## ENTRIES SUPPLIED:
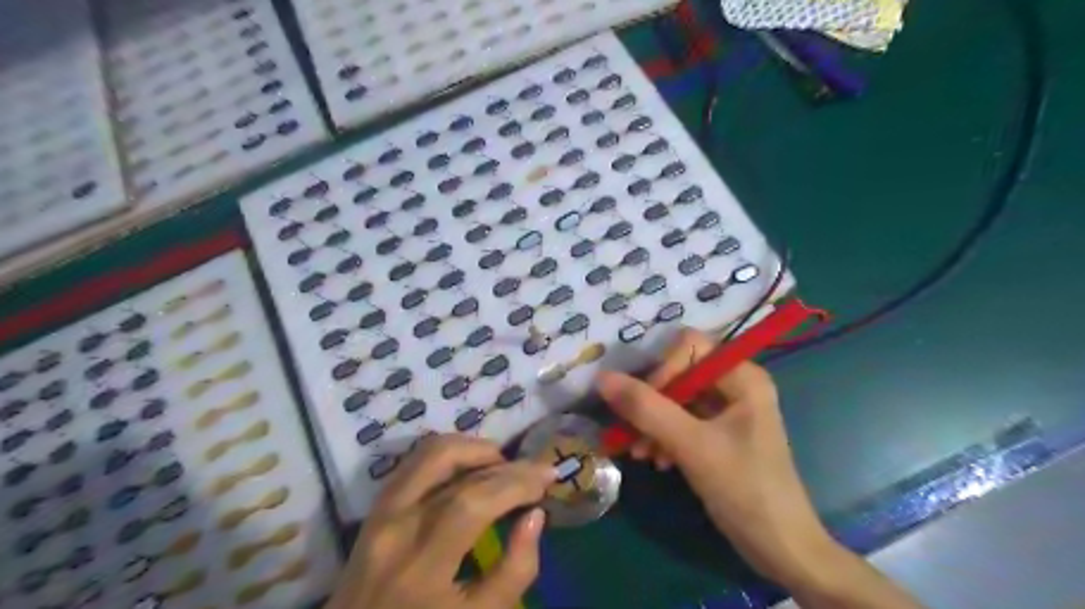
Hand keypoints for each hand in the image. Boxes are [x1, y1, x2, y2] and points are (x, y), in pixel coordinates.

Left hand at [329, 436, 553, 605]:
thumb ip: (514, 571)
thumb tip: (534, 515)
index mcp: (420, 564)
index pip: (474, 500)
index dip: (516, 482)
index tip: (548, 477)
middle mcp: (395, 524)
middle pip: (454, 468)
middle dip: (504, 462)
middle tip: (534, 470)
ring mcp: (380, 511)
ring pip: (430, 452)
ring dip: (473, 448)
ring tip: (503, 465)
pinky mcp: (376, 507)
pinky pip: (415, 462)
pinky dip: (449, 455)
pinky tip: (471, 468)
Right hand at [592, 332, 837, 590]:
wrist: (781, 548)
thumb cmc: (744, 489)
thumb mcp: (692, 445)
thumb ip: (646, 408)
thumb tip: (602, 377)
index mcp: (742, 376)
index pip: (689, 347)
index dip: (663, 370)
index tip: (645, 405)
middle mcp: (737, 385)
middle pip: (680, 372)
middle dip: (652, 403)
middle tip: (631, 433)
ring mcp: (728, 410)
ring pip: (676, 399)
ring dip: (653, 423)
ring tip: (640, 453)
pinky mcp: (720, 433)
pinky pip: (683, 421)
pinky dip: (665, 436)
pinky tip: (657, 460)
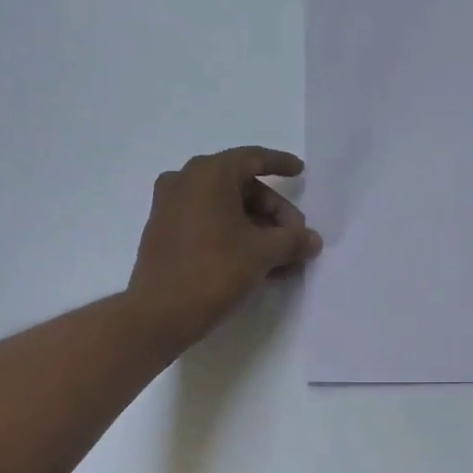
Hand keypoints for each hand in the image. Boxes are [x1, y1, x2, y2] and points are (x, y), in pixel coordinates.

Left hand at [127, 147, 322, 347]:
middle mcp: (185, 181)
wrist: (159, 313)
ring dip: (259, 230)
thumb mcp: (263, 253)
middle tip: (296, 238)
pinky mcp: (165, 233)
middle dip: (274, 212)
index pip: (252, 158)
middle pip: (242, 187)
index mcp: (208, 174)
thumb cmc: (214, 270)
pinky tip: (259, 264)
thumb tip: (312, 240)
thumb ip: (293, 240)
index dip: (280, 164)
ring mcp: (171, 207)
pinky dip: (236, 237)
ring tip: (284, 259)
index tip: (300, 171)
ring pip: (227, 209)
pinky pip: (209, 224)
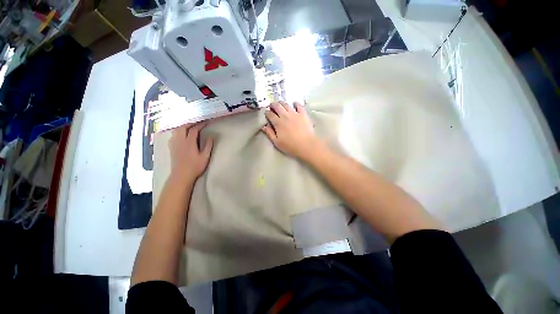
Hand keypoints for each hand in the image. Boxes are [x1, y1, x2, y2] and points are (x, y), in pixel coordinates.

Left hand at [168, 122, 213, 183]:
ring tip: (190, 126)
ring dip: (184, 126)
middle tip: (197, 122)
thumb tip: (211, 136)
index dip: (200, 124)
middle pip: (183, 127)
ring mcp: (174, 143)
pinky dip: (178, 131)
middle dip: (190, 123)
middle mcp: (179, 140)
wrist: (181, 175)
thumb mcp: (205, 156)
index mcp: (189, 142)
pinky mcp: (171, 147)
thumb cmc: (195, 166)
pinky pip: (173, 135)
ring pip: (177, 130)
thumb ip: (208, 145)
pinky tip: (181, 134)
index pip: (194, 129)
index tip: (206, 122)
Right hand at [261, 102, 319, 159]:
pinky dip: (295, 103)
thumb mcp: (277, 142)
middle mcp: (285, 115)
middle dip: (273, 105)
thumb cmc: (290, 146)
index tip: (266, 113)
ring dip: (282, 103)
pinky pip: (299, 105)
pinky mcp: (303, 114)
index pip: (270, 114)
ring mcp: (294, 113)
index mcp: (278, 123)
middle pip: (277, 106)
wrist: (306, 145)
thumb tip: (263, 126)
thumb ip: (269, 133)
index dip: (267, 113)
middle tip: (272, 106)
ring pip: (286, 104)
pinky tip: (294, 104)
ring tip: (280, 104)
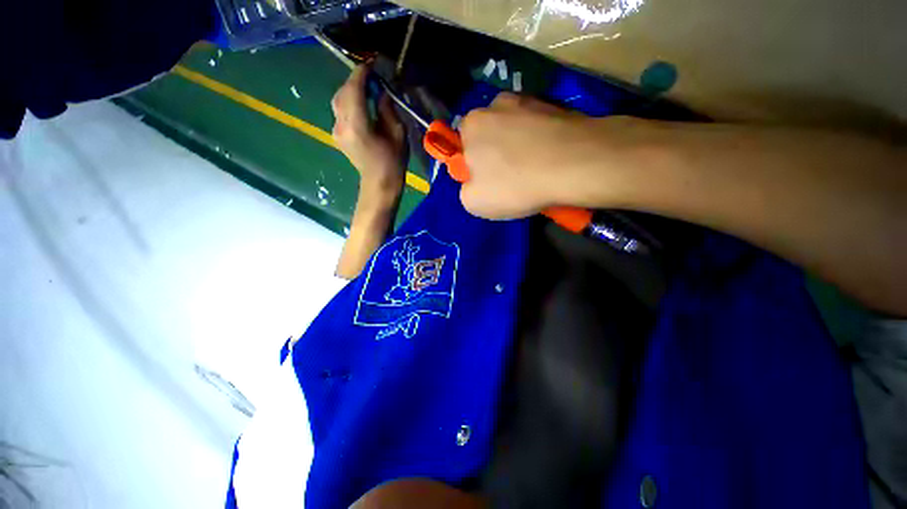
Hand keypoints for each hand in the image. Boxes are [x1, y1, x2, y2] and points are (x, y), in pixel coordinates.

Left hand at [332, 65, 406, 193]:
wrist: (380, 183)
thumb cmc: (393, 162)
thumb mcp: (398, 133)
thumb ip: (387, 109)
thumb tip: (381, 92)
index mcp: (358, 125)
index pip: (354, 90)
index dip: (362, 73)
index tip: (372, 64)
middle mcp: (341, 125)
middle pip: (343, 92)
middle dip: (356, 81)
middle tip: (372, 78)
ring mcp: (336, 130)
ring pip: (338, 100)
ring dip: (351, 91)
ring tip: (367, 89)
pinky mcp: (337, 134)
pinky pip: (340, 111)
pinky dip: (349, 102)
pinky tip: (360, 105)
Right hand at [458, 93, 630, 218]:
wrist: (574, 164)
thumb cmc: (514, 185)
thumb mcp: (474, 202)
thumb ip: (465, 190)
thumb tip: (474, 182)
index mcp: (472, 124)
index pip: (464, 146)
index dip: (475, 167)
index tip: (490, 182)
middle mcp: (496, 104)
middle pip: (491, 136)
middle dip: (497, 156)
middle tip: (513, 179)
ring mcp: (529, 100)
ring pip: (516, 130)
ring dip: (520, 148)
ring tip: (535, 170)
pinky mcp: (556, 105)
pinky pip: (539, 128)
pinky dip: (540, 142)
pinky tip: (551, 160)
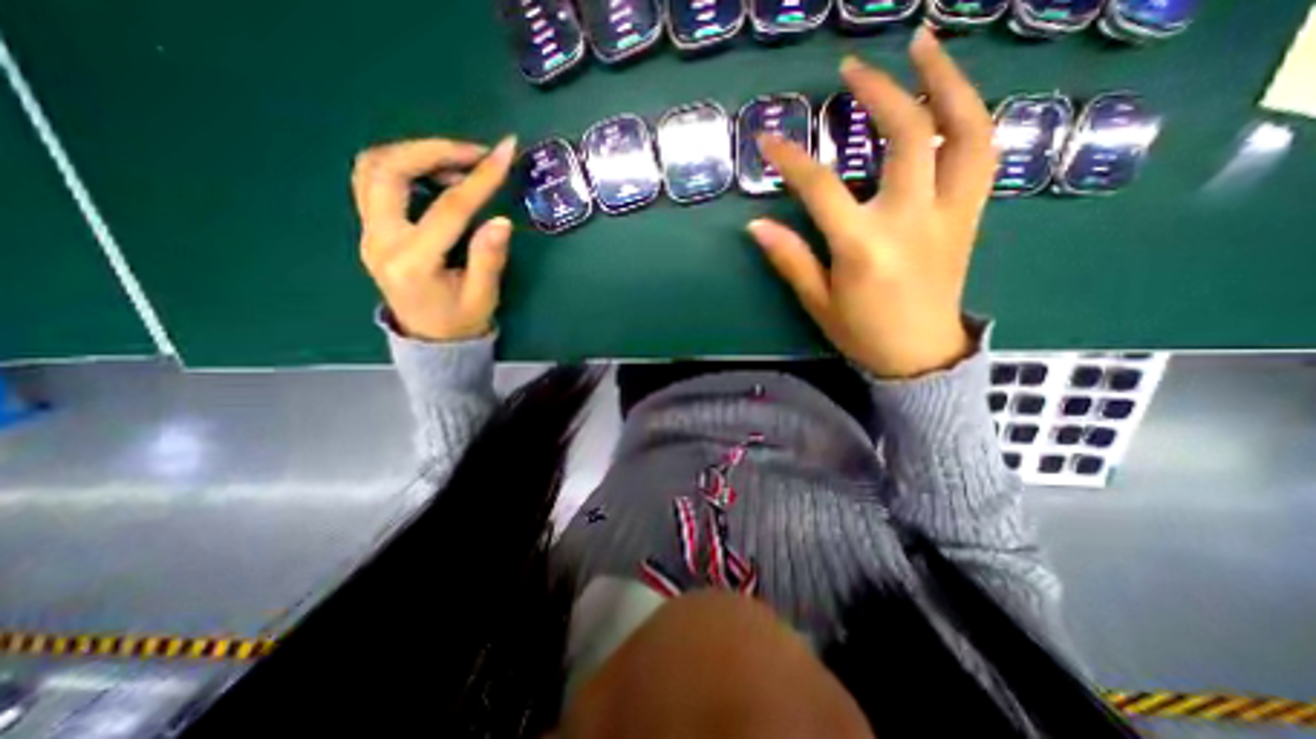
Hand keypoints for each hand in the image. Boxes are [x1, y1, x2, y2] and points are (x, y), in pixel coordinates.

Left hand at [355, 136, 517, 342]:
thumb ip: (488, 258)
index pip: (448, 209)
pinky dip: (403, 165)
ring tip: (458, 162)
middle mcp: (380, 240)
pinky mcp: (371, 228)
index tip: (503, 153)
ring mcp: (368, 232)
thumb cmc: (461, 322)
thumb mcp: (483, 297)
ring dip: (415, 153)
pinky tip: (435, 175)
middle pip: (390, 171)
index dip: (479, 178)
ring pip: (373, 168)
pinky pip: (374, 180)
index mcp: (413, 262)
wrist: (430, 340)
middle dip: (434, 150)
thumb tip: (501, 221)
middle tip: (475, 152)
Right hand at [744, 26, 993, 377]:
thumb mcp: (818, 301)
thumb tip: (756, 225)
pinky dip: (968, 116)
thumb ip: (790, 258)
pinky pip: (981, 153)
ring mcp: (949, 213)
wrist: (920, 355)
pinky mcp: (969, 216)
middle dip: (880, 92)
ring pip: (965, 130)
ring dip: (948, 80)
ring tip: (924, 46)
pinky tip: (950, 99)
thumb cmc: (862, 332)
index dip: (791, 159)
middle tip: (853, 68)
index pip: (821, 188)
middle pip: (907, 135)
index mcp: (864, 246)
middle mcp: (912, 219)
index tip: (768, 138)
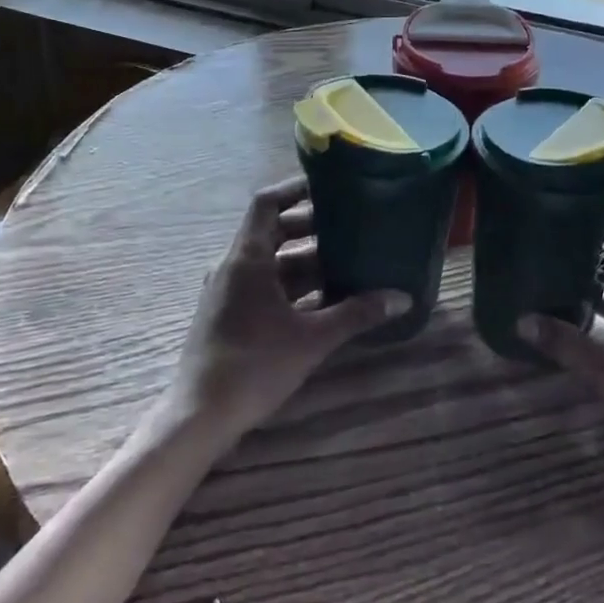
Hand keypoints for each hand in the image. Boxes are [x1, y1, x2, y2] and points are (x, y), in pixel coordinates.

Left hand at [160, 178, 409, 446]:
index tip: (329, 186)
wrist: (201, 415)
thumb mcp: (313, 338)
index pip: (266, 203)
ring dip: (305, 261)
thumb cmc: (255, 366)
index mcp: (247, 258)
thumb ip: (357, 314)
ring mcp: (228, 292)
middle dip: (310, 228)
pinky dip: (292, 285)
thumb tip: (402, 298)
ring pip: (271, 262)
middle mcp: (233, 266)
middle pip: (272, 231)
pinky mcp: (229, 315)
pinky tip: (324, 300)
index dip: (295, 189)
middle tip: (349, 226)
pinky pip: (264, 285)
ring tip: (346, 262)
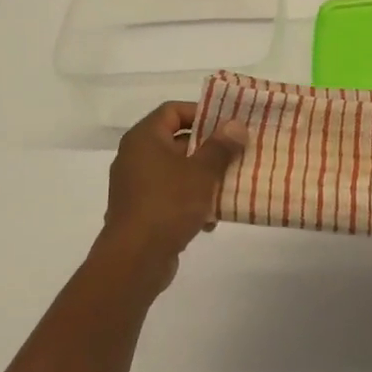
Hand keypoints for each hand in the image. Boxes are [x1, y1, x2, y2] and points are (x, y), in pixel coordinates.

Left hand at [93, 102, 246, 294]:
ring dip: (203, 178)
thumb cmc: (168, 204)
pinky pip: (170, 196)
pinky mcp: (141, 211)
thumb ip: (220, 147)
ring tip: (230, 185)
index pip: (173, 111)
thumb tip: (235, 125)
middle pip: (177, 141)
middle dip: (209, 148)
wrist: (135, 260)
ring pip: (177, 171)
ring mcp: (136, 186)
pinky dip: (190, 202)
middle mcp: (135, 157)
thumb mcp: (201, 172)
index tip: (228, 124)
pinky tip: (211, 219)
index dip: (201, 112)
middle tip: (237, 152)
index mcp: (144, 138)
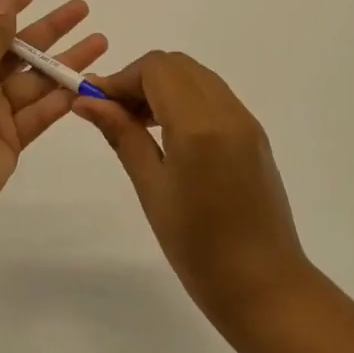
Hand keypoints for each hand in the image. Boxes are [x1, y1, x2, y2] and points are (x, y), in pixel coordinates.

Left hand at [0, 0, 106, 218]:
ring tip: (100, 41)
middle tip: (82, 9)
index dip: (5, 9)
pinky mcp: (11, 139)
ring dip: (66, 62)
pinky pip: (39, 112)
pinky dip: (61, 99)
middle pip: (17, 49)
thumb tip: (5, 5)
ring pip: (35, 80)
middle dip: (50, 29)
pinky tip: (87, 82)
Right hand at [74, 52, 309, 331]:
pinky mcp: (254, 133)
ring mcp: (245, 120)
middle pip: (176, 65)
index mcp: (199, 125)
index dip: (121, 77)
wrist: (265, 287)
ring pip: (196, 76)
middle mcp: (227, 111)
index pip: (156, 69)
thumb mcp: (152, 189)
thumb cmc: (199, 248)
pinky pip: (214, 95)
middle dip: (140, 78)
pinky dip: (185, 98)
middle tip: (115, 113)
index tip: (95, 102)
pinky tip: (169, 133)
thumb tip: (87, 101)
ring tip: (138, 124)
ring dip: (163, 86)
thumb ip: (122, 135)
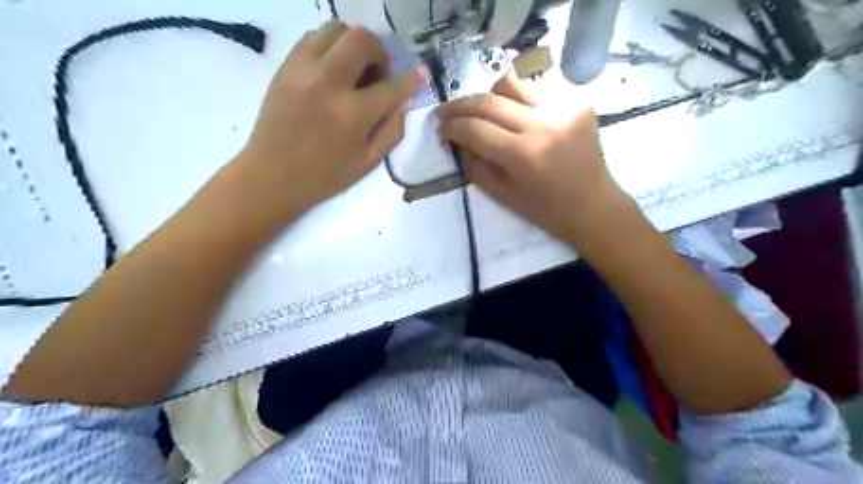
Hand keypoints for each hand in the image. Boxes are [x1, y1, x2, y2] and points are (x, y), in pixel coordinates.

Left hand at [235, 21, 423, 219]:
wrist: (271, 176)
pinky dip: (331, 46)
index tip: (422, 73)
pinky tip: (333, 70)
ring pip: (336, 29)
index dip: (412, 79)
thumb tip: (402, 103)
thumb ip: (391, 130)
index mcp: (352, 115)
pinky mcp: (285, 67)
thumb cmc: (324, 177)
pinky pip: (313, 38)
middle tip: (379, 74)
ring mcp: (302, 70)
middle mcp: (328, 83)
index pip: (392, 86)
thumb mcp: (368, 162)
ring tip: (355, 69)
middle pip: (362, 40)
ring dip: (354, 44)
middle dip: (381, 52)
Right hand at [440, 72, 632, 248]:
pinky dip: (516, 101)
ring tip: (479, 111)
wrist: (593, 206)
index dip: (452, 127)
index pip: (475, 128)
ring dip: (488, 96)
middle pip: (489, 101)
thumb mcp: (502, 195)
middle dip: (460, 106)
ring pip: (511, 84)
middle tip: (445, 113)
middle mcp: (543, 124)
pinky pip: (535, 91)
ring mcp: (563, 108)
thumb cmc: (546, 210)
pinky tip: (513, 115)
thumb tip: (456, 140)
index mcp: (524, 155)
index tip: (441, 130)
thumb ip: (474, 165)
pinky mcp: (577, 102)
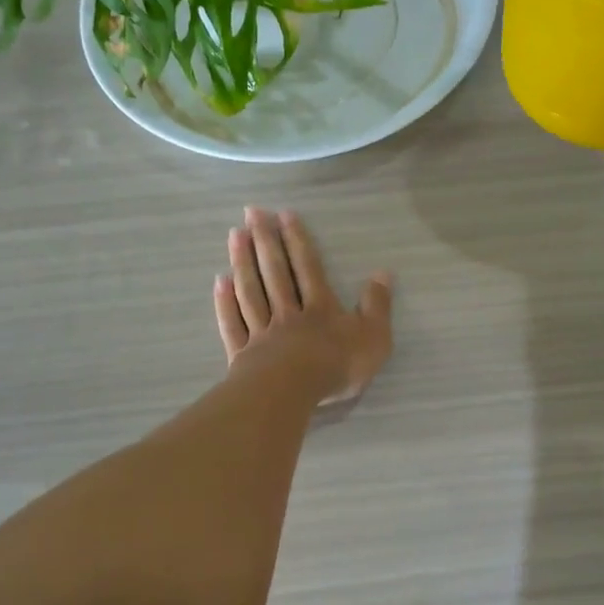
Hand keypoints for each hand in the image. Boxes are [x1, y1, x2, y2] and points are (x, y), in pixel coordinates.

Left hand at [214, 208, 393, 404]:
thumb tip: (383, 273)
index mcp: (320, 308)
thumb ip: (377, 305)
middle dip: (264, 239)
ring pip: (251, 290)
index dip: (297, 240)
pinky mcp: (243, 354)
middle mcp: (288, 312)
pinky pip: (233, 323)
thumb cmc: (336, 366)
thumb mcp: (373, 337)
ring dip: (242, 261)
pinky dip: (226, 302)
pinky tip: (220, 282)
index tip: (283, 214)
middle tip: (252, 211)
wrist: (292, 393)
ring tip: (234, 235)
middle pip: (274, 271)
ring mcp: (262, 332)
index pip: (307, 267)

## TASK GOAL:
Select all lines with the word "Right" from the entries above.

## TASK RESULT:
Right hand at [592, 332, 837, 590]:
Right hand at [261, 102, 319, 159]:
Right hand at [458, 93, 630, 218]:
Right hand at [744, 26, 993, 377]:
Right hand at [74, 52, 309, 331]:
Right hand at [440, 72, 632, 248]:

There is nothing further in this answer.